Si intitola “La Viulata di San Giacomo” la nuova opera dello scrittore favarese Calogero Morreale. Il libro sarà presentato venerdì 22 ottobre alle ore 17 al Castello Chiaramonte di Favara.


Il protagonista della storia è ormai anziano e non riesce a perdonare lo Stato, le forze dell’ordine e la Giustizia. Sa che non potrà recuperare i lunghi anni di vita in carcere. Si rifugia nella lettura e vive immerso nella natura.

Nel buio della sua notte siciliana riscopre la luce del cielo stellato che lo conduce in un avvincente viaggio nel tempo.

Tutto raccontato con un linguaggio affascinante che riprende e valorizza il dialetto siciliano intercalato nella narrazione. Come ha commentato il grande critico letterario internazionale Nico Orengo “giustamente Morreale pretende un lettore molto attento, partecipe che si lasci incantare e guidare dalla sua scrittura, dalla sua musica”. Morreale è stato insegnante di lettere e filosofia, attivo nel sindacato e nella politica, ricoprendo ruoli nelle istituzioni e nel sociale. Da parecchi anni opera come volontario a favore dei disabili. Tra le sue pubblicazioni “Il peso del silenzio” e “Il canto della Ticcia”.

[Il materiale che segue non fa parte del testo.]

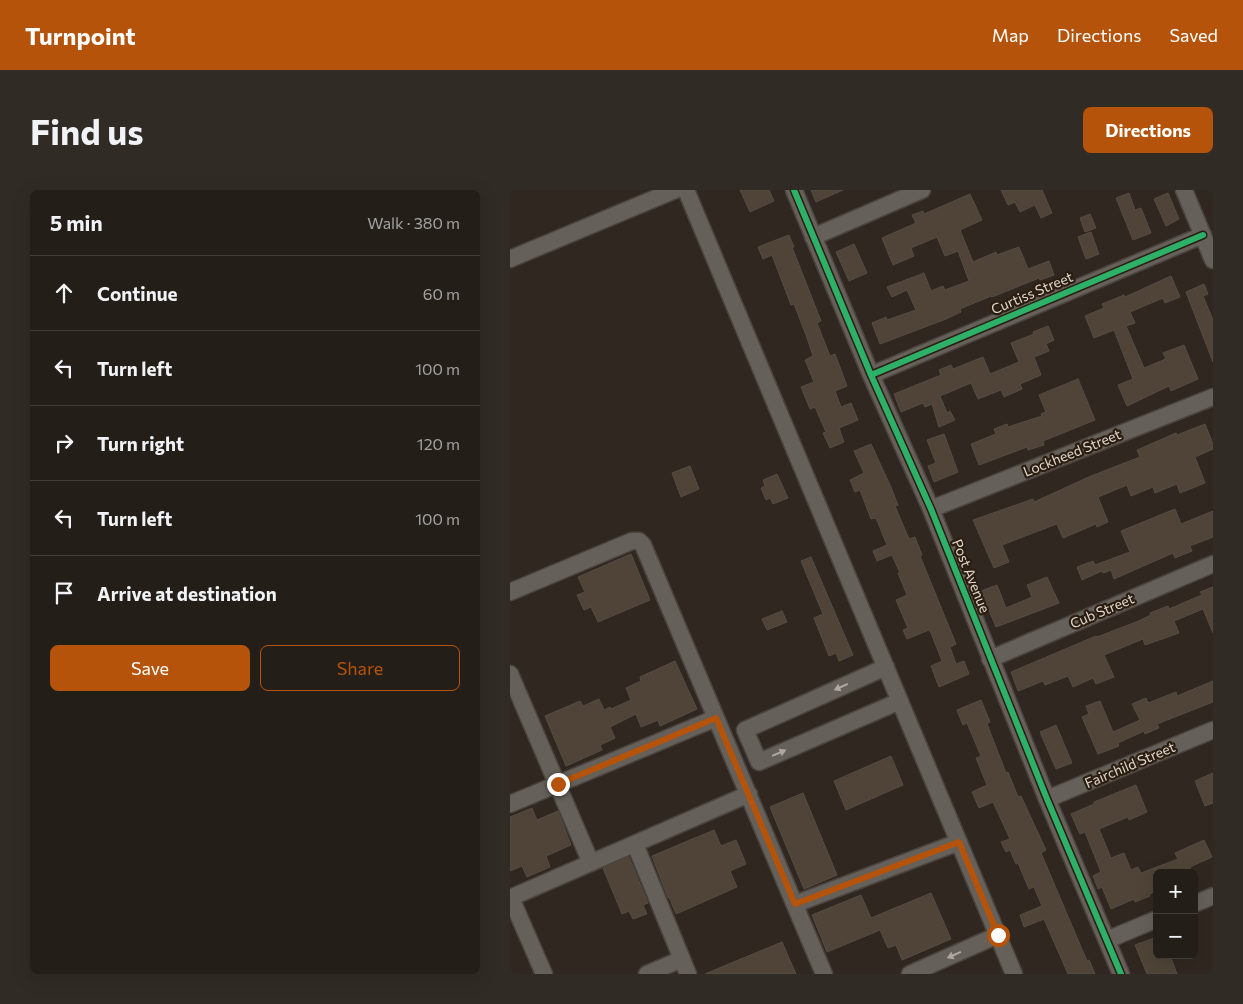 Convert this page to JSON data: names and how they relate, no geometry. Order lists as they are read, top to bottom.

La presentazione del romanzo “La Viulata di San Giacomo”, edizioni Zeusine, è curata dalla Fidapa, la Federazione Italiana Donne Arti Professioni Affari. All’evento di venerdì, patrocinato dal Comune di Favara, parteciperanno anche il vicepresidente regionale della Fidapa Cettina Oliveri, il sindaco di Favara Domenico Russello, il presidente della commissione Pari Opportunità Antonietta Vita, il presidente cittadino della Fidapa Sabrina Amato, il critico letterario Gaspare Agnello, il presidente nazionale dell’Aipc Giuseppe Castronovo, il segretario provinciale della Uil Scuola Emanuele Arcadipane, il docente di Lettere Angelo Sorce.

Le letture saranno curate da Giuseppe Valenti e Giusy Moscato, gli intermezzi musicali dal maestro Luigi Amico.